- _THE DATA_:
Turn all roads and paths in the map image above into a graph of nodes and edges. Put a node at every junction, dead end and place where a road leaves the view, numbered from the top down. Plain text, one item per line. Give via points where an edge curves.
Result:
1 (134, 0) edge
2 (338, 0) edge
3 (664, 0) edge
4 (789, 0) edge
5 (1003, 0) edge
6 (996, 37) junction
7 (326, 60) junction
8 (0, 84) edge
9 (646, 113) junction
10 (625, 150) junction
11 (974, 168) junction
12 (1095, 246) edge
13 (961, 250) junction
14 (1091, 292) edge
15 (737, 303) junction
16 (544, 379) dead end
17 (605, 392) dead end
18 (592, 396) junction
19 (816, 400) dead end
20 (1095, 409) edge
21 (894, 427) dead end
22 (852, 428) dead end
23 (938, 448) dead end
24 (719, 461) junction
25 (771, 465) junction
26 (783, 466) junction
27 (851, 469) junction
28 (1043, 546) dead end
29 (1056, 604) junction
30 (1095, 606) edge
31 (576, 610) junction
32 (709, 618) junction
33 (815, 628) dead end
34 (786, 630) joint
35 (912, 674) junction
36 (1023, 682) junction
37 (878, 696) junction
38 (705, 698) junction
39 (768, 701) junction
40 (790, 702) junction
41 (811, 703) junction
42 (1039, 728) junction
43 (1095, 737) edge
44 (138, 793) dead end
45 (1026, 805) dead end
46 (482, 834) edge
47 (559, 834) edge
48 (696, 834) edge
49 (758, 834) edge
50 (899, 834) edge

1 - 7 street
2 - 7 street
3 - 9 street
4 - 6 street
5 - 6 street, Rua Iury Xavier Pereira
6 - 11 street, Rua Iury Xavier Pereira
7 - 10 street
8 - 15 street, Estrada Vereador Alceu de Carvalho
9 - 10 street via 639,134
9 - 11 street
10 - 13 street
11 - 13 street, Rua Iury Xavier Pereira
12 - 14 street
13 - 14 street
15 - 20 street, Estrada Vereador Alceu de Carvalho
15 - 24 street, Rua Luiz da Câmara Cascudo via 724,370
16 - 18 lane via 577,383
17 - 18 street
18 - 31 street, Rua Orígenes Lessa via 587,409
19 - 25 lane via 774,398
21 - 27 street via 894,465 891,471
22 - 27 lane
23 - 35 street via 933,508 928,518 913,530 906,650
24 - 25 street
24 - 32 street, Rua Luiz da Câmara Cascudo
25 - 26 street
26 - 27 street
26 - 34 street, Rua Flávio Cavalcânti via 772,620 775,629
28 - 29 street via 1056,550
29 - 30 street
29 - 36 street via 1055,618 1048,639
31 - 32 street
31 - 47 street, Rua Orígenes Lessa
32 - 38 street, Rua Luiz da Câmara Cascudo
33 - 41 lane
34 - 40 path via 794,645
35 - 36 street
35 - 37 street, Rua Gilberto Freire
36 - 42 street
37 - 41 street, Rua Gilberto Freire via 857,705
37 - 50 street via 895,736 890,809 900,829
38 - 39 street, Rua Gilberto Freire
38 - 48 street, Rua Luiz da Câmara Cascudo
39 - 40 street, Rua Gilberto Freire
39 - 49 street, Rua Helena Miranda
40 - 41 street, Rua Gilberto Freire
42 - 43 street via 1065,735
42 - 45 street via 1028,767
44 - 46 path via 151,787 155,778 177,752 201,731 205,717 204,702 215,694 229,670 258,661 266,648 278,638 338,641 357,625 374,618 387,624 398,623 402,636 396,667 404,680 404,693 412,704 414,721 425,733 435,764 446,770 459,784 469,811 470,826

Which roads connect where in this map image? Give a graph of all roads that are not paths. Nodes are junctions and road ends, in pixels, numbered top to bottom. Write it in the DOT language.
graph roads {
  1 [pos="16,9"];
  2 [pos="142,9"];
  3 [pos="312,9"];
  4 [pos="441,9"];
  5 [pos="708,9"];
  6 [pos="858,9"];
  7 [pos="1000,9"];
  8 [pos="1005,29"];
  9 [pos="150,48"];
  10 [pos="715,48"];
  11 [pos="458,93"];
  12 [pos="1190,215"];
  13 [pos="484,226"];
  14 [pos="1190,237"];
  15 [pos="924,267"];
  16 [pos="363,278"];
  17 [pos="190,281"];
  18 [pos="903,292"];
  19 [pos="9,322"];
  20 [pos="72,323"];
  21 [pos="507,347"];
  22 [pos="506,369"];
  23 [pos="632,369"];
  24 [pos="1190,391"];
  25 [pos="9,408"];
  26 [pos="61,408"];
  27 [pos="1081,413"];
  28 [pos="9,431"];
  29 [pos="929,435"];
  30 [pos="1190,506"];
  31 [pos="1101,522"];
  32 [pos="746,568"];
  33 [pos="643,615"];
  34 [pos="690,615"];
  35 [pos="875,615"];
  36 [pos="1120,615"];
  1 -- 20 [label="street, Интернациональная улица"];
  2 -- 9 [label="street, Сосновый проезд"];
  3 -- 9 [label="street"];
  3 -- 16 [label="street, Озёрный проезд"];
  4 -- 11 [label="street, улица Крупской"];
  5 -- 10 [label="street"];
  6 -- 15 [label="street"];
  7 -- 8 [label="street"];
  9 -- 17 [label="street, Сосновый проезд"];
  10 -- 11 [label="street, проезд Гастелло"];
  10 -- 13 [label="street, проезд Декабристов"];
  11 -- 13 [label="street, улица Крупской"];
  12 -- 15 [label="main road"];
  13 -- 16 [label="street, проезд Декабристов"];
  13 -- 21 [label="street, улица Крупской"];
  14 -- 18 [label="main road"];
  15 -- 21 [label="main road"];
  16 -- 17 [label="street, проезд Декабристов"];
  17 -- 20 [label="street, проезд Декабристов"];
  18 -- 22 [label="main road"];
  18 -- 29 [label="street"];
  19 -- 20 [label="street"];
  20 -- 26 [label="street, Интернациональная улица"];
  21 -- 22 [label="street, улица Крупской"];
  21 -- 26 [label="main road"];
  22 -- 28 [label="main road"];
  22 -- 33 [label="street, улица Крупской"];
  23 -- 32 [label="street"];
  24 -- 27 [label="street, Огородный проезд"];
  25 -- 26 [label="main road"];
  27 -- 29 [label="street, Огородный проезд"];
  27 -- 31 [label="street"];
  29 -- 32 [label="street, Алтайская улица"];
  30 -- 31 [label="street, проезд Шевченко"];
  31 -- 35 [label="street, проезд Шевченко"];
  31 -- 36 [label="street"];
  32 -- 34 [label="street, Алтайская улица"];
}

- _WORK TO COMPLETE_:
Everything in the records is to be copied exactly.

- _ANSWER SECTION_:
Turn all roads and paths in the map image above into a graph of nodes and edges. Put a node at every junction, dead end and place where a road leaves the view, numbered from the top down. Plain text, one item per line. Give via points where an edge curves.
Result:
1 (134, 0) edge
2 (338, 0) edge
3 (664, 0) edge
4 (789, 0) edge
5 (1003, 0) edge
6 (996, 37) junction
7 (326, 60) junction
8 (0, 84) edge
9 (646, 113) junction
10 (625, 150) junction
11 (974, 168) junction
12 (1095, 246) edge
13 (961, 250) junction
14 (1091, 292) edge
15 (737, 303) junction
16 (544, 379) dead end
17 (605, 392) dead end
18 (592, 396) junction
19 (816, 400) dead end
20 (1095, 409) edge
21 (894, 427) dead end
22 (852, 428) dead end
23 (938, 448) dead end
24 (719, 461) junction
25 (771, 465) junction
26 (783, 466) junction
27 (851, 469) junction
28 (1043, 546) dead end
29 (1056, 604) junction
30 (1095, 606) edge
31 (576, 610) junction
32 (709, 618) junction
33 (815, 628) dead end
34 (786, 630) joint
35 (912, 674) junction
36 (1023, 682) junction
37 (878, 696) junction
38 (705, 698) junction
39 (768, 701) junction
40 (790, 702) junction
41 (811, 703) junction
42 (1039, 728) junction
43 (1095, 737) edge
44 (138, 793) dead end
45 (1026, 805) dead end
46 (482, 834) edge
47 (559, 834) edge
48 (696, 834) edge
49 (758, 834) edge
50 (899, 834) edge

1 - 7 street
2 - 7 street
3 - 9 street
4 - 6 street
5 - 6 street, Rua Iury Xavier Pereira
6 - 11 street, Rua Iury Xavier Pereira
7 - 10 street
8 - 15 street, Estrada Vereador Alceu de Carvalho
9 - 10 street via 639,134
9 - 11 street
10 - 13 street
11 - 13 street, Rua Iury Xavier Pereira
12 - 14 street
13 - 14 street
15 - 20 street, Estrada Vereador Alceu de Carvalho
15 - 24 street, Rua Luiz da Câmara Cascudo via 724,370
16 - 18 lane via 577,383
17 - 18 street
18 - 31 street, Rua Orígenes Lessa via 587,409
19 - 25 lane via 774,398
21 - 27 street via 894,465 891,471
22 - 27 lane
23 - 35 street via 933,508 928,518 913,530 906,650
24 - 25 street
24 - 32 street, Rua Luiz da Câmara Cascudo
25 - 26 street
26 - 27 street
26 - 34 street, Rua Flávio Cavalcânti via 772,620 775,629
28 - 29 street via 1056,550
29 - 30 street
29 - 36 street via 1055,618 1048,639
31 - 32 street
31 - 47 street, Rua Orígenes Lessa
32 - 38 street, Rua Luiz da Câmara Cascudo
33 - 41 lane
34 - 40 path via 794,645
35 - 36 street
35 - 37 street, Rua Gilberto Freire
36 - 42 street
37 - 41 street, Rua Gilberto Freire via 857,705
37 - 50 street via 895,736 890,809 900,829
38 - 39 street, Rua Gilberto Freire
38 - 48 street, Rua Luiz da Câmara Cascudo
39 - 40 street, Rua Gilberto Freire
39 - 49 street, Rua Helena Miranda
40 - 41 street, Rua Gilberto Freire
42 - 43 street via 1065,735
42 - 45 street via 1028,767
44 - 46 path via 151,787 155,778 177,752 201,731 205,717 204,702 215,694 229,670 258,661 266,648 278,638 338,641 357,625 374,618 387,624 398,623 402,636 396,667 404,680 404,693 412,704 414,721 425,733 435,764 446,770 459,784 469,811 470,826

Which roads connect where in this map image? Give a graph of all roads that are not paths. Nodes are junctions and road ends, in pixels, numbered top to bottom. Write it in the DOT language.
graph roads {
  1 [pos="16,9"];
  2 [pos="142,9"];
  3 [pos="312,9"];
  4 [pos="441,9"];
  5 [pos="708,9"];
  6 [pos="858,9"];
  7 [pos="1000,9"];
  8 [pos="1005,29"];
  9 [pos="150,48"];
  10 [pos="715,48"];
  11 [pos="458,93"];
  12 [pos="1190,215"];
  13 [pos="484,226"];
  14 [pos="1190,237"];
  15 [pos="924,267"];
  16 [pos="363,278"];
  17 [pos="190,281"];
  18 [pos="903,292"];
  19 [pos="9,322"];
  20 [pos="72,323"];
  21 [pos="507,347"];
  22 [pos="506,369"];
  23 [pos="632,369"];
  24 [pos="1190,391"];
  25 [pos="9,408"];
  26 [pos="61,408"];
  27 [pos="1081,413"];
  28 [pos="9,431"];
  29 [pos="929,435"];
  30 [pos="1190,506"];
  31 [pos="1101,522"];
  32 [pos="746,568"];
  33 [pos="643,615"];
  34 [pos="690,615"];
  35 [pos="875,615"];
  36 [pos="1120,615"];
  1 -- 20 [label="street, Интернациональная улица"];
  2 -- 9 [label="street, Сосновый проезд"];
  3 -- 9 [label="street"];
  3 -- 16 [label="street, Озёрный проезд"];
  4 -- 11 [label="street, улица Крупской"];
  5 -- 10 [label="street"];
  6 -- 15 [label="street"];
  7 -- 8 [label="street"];
  9 -- 17 [label="street, Сосновый проезд"];
  10 -- 11 [label="street, проезд Гастелло"];
  10 -- 13 [label="street, проезд Декабристов"];
  11 -- 13 [label="street, улица Крупской"];
  12 -- 15 [label="main road"];
  13 -- 16 [label="street, проезд Декабристов"];
  13 -- 21 [label="street, улица Крупской"];
  14 -- 18 [label="main road"];
  15 -- 21 [label="main road"];
  16 -- 17 [label="street, проезд Декабристов"];
  17 -- 20 [label="street, проезд Декабристов"];
  18 -- 22 [label="main road"];
  18 -- 29 [label="street"];
  19 -- 20 [label="street"];
  20 -- 26 [label="street, Интернациональная улица"];
  21 -- 22 [label="street, улица Крупской"];
  21 -- 26 [label="main road"];
  22 -- 28 [label="main road"];
  22 -- 33 [label="street, улица Крупской"];
  23 -- 32 [label="street"];
  24 -- 27 [label="street, Огородный проезд"];
  25 -- 26 [label="main road"];
  27 -- 29 [label="street, Огородный проезд"];
  27 -- 31 [label="street"];
  29 -- 32 [label="street, Алтайская улица"];
  30 -- 31 [label="street, проезд Шевченко"];
  31 -- 35 [label="street, проезд Шевченко"];
  31 -- 36 [label="street"];
  32 -- 34 [label="street, Алтайская улица"];
}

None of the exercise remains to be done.